Dorothy’s face was clouded as Tom came up to the spot where we were standing a little apart, Hamerly and Swenton had already started up the stairs. “I’m not sure that you are doing right in this, Tom,” said Dorothy swiftly, in a low voice. “I don’t like to bribe a servant to let us into a place where we don’t belong.”

Tom’s face became serious in a minute. “I don’t like it either, Dorothy,” he answered gravely, “but I’m going to do it. Do you remember the little German middy lying down at the bottom? As long as the man who is trying to stop all war is at large there are thousands of men in hourly peril. I honestly believe we are the only ones who can run the man down. I am convinced we shall be wholly justified in such action.”

Dorothy stood for a moment in silent thought. “I think you are right, Tom,” she said quietly. “In this case I hope and believe the end will justify the means. We must find ‘the man.’ Go ahead.”
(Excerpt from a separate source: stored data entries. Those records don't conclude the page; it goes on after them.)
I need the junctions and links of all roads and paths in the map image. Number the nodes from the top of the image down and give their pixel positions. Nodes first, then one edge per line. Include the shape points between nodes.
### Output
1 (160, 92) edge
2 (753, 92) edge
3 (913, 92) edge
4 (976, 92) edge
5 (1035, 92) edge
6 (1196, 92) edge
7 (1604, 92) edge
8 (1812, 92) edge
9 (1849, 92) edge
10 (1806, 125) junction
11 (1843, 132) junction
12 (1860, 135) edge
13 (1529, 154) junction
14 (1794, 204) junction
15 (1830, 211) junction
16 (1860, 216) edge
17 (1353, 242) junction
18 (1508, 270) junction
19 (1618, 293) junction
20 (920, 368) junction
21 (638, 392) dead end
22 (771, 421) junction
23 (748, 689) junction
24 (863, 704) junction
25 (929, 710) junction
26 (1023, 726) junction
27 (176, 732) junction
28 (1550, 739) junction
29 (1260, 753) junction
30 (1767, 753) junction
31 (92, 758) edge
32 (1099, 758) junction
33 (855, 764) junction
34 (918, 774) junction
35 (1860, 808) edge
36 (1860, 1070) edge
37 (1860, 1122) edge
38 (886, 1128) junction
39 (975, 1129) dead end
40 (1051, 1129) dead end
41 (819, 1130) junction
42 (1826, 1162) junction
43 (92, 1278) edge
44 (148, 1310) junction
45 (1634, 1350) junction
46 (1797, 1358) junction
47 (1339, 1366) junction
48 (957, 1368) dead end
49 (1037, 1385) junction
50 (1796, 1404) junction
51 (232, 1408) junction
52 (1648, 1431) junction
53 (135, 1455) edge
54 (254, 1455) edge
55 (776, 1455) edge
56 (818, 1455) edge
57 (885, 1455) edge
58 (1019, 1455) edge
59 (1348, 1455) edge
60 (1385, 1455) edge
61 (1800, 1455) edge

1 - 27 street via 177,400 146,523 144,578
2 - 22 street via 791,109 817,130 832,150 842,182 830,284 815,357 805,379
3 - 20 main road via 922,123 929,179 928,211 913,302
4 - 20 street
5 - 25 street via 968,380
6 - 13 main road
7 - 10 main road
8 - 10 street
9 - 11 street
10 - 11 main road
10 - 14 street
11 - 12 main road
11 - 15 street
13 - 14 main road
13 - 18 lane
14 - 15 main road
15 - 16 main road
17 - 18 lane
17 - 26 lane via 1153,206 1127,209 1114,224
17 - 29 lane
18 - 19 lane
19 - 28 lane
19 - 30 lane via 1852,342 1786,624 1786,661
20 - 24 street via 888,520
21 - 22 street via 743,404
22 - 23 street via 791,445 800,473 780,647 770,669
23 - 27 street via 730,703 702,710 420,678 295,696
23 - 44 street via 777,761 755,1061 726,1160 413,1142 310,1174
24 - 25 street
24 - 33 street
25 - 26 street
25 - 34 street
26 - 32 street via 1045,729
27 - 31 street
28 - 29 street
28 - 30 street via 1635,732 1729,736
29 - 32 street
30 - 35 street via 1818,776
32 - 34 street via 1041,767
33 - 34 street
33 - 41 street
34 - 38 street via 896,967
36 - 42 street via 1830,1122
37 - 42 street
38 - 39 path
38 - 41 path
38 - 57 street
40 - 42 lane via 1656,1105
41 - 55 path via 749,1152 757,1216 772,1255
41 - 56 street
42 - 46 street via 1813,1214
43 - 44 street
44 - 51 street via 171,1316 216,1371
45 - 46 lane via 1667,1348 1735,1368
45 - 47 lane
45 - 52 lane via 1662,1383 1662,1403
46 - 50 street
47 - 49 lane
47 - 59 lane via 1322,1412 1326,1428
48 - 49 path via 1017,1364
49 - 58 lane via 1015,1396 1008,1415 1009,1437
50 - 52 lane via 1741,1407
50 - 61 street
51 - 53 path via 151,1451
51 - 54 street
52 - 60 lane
Stumbling through the darkness, we reached the top, where the flame of a match showed a strong oak door with two Yale locks upon it. Tom had the keys in immediately and threw the door open. Once within, Swenton passed with accustomed step to the wall, turned a switch, and incandescents lighted the whole place.

We were in a sort of anteroom, with desks and chairs. “The outer office,” said Swenton briefly. We passed through an inner door. “The main laboratory,” remarked Swenton. This was similar to any other laboratory. A good sized motor generator in one corner, covered by a rubber sheet, a couple of tile-topped tables, a set of shelves on one side, filled with labelled reagent bottles, a set of glass cases, supported on a base filled with drawers, on the other. In the cabinets were glass ware and apparatus of various sorts. Tom started for the case, but Dorothy laid a restraining hand on his arm.
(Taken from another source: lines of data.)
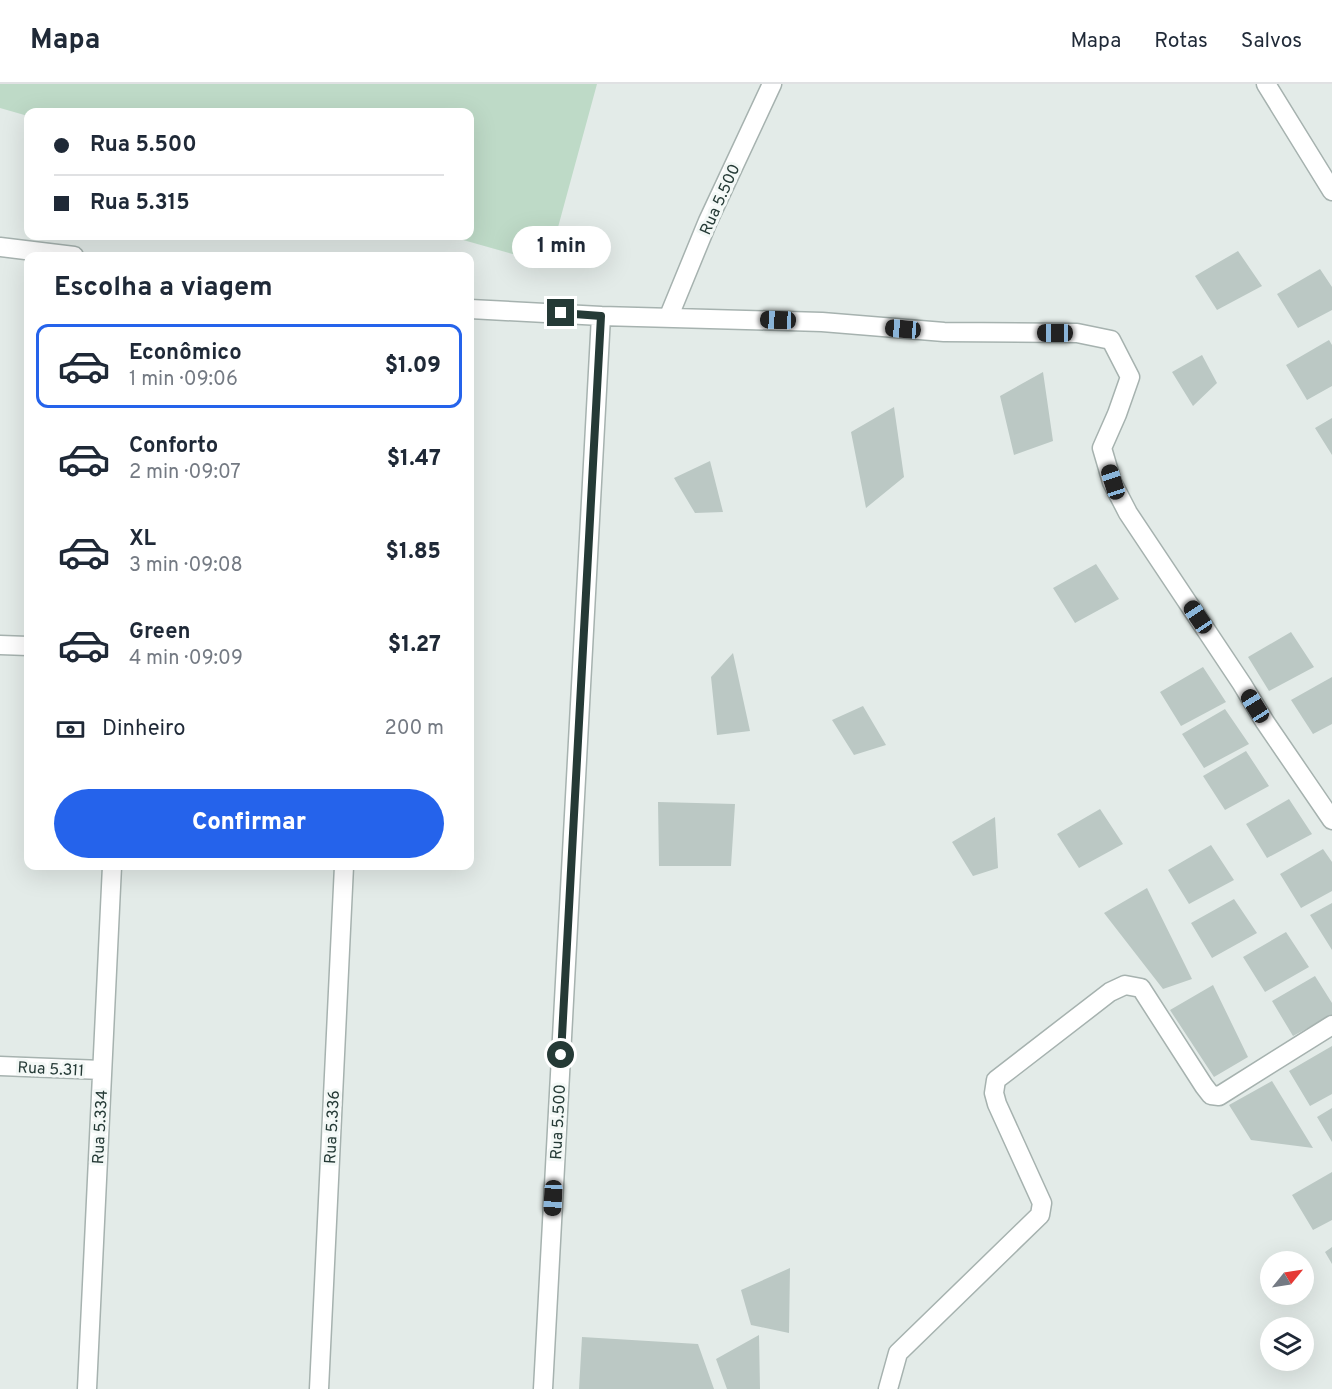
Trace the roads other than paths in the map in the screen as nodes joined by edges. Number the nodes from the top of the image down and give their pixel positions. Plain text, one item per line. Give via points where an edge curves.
1 (772, 84) edge
2 (1266, 84) edge
3 (1332, 190) edge
4 (0, 247) edge
5 (41, 252) edge
6 (474, 309) edge
7 (601, 316) junction
8 (669, 316) junction
9 (0, 645) edge
10 (24, 646) edge
11 (1332, 820) edge
12 (112, 870) edge
13 (344, 870) edge
14 (1332, 1025) edge
15 (0, 1066) edge
16 (102, 1070) junction
17 (87, 1389) edge
18 (319, 1389) edge
19 (543, 1389) edge
20 (888, 1389) edge

1 - 8 street, Rua 5.500
2 - 3 street
4 - 5 street
6 - 7 street
7 - 8 street
7 - 19 street, Rua 5.500
8 - 11 street via 944,332 1077,333 1111,340 1130,377 1102,448 1113,482 1128,513
9 - 10 street
12 - 16 street, Rua 5.334
13 - 18 street, Rua 5.336
14 - 20 street via 1219,1096 1211,1095 1141,988 1125,985 1110,992 996,1080 997,1104 1042,1203 1040,1215 898,1353
15 - 16 street, Rua 5.311
16 - 17 street, Rua 5.334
“Wait till we have seen it all. Then we’ll go over the whole, piece by piece.”

Tom nodded, and we went on. There were three doors on the opposite side of the wall. Swenton passed to the first and opened it. “The storeroom,” he explained. Within were wooden cases of glassware, large carboys of acid, glass tubing on racks and wire on spools. In one corner was apparently a hospital for broken or disused pieces of apparatus. We turned from this to the second door. “The balance room,” said Swenton, as he threw open the portal. Three balances in polished wood and shining glass met our eyes. There was nothing else in the room. Swenton opened a third door. “The spectroscope room,” he said. “Beyond is the doctor’s private laboratory.” A big piece of apparatus on the table was covered with a green cloth. Beyond was a wooden door. Despite myself, I felt a queer, nervous tremor pass over my frame, as I looked at the commonplace wooden panels, behind which Dr. Heidenmuller had sat dead, killed by the same mysterious power which had slain the men I had seen lying quietly at the bottom of Portsmouth Harbor. Tom and Hamerly were as keen as hounds on a scent, Swenton interested but more indifferent, Dorothy pale, her eyes glittering with excitement. Hamerly reached the door first, tried it and it swung back. The incandescent had not been turned on in the spectroscope room, and the only light which entered was the golden lane, which came through from the main laboratory. It seemed like a stage setting. The light fell on a heavy wooden table and a couple of Windsor chairs. The rest was but faintly outlined.

A moment’s pause on the threshold, as if we expected to meet some horror, we knew not what, and then we rushed in together. There was nothing to be seen. Wood panelled walls; windows sealed by wooden shutters; the wooden table and the two wooden chairs; that was all. We stood there silent, until Tom broke the quiet.

“Nothing to do but to Sherlock Holmes it,” he said. “We have all day to run this thing down. Swenton, there’s a piece of apparatus here that I need. The doctor may never have had it outside his room as a whole, yet we may find traces of it in the laboratory or the storeroom. Are you willing to help us hunt?”